Adding to this, US Commerce Secretary Howard Lutnick indicated the deal should resolve issues surrounding rare earths and magnets. This, along with reduced bets for imminent interest rate cuts by the Federal Reserve (Fed) this year, assists the US Dollar (USD) to gain some positive traction and acts as a tailwind for the USD/JPY pair. However, traders are still pricing in the possibility that the US central bank will lower borrowing costs in September, which keeps the USD confined in a range near its lowest level since April 22 touched last week.

Meanwhile, a federal appeals court's ruling that US President Donald Trump's “Liberation Day” tariffs could remain in effect while it reviews a lower court decision to block them adds a layer of uncertainty in the markets. Furthermore, BoJ Governor Kazuo Ueda has shown readiness to keep raising interest rates if the underlying inflation approaches the 2% target. This is holding back the JPY bears from placing aggressive bets and capping the USD/JPY pair. Investors further opt to wait for the release of the latest US consumer inflation figures.
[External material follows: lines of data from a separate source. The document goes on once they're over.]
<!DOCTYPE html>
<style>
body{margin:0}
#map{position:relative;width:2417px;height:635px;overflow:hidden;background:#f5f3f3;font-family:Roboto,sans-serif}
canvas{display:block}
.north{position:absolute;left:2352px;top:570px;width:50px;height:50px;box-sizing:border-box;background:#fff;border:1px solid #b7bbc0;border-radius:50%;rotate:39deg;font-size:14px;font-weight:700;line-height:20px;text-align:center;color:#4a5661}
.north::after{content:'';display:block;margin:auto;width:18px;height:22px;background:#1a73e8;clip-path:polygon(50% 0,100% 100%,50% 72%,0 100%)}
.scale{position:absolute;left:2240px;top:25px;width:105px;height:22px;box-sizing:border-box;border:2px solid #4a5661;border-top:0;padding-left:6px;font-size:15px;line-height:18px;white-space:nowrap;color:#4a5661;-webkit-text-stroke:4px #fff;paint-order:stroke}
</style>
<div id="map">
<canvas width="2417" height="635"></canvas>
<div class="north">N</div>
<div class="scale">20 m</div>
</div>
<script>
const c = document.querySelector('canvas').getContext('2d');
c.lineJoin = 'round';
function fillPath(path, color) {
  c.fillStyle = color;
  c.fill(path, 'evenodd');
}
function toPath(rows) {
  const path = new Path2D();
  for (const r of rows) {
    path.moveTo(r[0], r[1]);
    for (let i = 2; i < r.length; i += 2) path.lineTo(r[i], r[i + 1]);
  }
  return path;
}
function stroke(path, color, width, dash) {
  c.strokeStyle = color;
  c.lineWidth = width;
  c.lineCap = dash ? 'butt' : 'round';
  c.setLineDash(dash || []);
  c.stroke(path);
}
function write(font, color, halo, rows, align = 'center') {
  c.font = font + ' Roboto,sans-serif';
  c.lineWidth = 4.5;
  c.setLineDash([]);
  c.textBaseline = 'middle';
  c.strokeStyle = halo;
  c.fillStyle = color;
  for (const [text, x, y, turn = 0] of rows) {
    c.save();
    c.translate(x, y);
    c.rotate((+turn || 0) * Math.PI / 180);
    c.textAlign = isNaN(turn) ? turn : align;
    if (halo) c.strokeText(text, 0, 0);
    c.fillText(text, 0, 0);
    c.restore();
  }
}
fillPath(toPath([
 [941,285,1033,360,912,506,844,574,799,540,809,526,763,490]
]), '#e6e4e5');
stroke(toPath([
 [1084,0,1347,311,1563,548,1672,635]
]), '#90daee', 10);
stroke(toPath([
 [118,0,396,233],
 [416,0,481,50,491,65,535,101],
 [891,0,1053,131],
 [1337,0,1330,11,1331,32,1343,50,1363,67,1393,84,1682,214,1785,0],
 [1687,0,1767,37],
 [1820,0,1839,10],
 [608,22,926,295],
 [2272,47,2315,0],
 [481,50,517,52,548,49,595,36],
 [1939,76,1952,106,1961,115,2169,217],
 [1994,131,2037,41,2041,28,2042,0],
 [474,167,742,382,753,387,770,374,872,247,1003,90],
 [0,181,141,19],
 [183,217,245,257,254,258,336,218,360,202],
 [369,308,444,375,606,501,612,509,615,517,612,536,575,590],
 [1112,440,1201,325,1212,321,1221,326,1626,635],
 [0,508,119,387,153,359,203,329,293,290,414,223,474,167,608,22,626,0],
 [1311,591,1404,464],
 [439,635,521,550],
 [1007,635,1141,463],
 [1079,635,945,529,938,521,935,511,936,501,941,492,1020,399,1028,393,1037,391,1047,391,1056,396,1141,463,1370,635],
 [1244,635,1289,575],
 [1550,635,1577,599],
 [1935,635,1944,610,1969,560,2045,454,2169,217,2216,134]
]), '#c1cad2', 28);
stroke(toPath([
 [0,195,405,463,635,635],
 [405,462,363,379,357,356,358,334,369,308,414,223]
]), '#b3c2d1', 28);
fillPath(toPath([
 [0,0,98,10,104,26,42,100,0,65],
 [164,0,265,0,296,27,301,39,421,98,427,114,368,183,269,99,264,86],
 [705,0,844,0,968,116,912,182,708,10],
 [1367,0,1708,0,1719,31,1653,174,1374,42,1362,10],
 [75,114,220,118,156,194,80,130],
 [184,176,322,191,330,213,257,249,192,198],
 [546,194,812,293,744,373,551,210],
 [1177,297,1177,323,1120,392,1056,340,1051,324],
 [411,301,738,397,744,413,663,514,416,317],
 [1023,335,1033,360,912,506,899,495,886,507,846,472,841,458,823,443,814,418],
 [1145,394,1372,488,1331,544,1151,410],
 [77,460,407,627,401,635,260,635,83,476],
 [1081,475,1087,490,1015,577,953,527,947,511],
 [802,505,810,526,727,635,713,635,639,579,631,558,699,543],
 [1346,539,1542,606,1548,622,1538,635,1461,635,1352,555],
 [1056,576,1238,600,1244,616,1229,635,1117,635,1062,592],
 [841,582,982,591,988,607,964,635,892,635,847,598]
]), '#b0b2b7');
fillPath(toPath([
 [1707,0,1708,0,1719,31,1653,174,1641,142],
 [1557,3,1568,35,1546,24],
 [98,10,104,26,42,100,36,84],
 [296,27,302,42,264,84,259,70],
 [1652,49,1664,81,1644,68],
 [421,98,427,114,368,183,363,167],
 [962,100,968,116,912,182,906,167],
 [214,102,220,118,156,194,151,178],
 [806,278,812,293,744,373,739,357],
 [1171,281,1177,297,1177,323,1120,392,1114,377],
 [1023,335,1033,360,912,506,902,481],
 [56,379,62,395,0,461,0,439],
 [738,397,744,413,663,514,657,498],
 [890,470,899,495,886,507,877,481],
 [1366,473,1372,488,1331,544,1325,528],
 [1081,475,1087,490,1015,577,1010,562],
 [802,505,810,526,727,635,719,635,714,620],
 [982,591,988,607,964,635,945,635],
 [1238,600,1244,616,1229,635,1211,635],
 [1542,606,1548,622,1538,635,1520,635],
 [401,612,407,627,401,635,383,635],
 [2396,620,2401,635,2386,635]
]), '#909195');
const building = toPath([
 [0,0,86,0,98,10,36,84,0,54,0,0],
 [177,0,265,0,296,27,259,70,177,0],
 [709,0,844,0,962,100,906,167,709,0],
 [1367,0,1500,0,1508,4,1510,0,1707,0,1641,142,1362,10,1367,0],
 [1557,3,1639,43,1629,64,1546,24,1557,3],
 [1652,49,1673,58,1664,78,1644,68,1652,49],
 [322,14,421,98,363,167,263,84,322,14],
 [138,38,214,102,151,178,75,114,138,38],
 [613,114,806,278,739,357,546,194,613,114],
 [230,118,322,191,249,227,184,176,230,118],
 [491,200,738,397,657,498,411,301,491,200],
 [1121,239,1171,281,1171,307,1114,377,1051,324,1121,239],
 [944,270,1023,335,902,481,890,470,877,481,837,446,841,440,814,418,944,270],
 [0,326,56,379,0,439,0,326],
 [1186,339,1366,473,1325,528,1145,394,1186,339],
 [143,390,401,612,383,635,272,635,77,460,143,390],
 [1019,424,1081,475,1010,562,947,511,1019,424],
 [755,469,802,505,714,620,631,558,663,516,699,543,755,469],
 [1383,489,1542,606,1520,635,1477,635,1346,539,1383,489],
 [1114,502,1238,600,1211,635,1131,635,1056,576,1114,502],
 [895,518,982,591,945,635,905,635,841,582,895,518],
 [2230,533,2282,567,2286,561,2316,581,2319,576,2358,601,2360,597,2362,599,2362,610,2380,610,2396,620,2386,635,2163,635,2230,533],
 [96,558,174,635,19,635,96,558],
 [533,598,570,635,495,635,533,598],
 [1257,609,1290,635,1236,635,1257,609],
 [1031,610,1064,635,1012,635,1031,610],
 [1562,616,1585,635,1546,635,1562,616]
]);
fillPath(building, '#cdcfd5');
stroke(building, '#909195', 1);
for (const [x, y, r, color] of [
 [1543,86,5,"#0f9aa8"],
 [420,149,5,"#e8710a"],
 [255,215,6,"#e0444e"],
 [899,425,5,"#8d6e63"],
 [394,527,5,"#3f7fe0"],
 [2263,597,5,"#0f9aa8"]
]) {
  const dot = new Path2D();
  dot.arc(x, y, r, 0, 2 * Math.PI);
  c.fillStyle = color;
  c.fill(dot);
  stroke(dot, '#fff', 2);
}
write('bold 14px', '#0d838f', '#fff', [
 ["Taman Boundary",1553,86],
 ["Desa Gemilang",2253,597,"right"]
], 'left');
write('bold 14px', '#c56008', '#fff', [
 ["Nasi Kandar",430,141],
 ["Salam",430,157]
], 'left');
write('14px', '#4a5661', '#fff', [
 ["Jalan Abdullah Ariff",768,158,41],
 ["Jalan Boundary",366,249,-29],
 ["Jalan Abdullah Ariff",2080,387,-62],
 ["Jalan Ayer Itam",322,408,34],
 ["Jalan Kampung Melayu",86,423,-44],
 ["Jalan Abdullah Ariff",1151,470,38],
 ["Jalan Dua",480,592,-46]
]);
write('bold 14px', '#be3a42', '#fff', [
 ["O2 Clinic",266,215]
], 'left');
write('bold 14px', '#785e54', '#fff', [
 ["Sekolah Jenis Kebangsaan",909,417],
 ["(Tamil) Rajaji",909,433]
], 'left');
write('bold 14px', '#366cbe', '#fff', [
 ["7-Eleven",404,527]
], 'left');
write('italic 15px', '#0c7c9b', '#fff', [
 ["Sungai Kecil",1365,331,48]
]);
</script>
The crucial US Consumer Price Index (CPI) report is forecast to point to still sticky inflation. Adding to this, a still resilient US labor market and economic growth may reinforce the Fed’s wait-and-see stance toward further easing. Nevertheless, the data will play a key role in influencing market expectations about the Fed rate-cut path, which, in turn, will drive the USD demand and provide some meaningful impetus to the USD/JPY pair. The fundamental backdrop, meanwhile, warrants some caution before positioning for a further appreciating move.

USD/JPY 4-hour chart

Technical Outlook

From a technical perspective, acceptance above the 200-period Simple Moving Average (SMA) on the 4-hour chart and the 145.00 psychological mark favor bullish traders amid positive oscillators on daily/hourly charts. Some follow-through buying beyond the 145.30 area or a two-week top touched on Tuesday, will reaffirm the constructive setup and lift the USD/JPY pair beyond the 145.60-145.65 intermediate hurdle, towards the 146.00 round figure. The momentum could extend further towards the next relevant hurdle near the 146.25-146.30 region, or May 29 swing high.

On the flip side, any meaningful slide below the 145.00 mark could attract some dip-buyers and remain limited near the 144.30 area, or the 200-period SMA on the 4-hour chart. This is followed by the 144.00 round figure, which if broken decisively will negate the positive outlook and shift the near-term bias in favor of bearish traders. The subsequent downfall could drag the USD/JPY pair to the 143.60-143.50 region en route to sub-143.00 levels.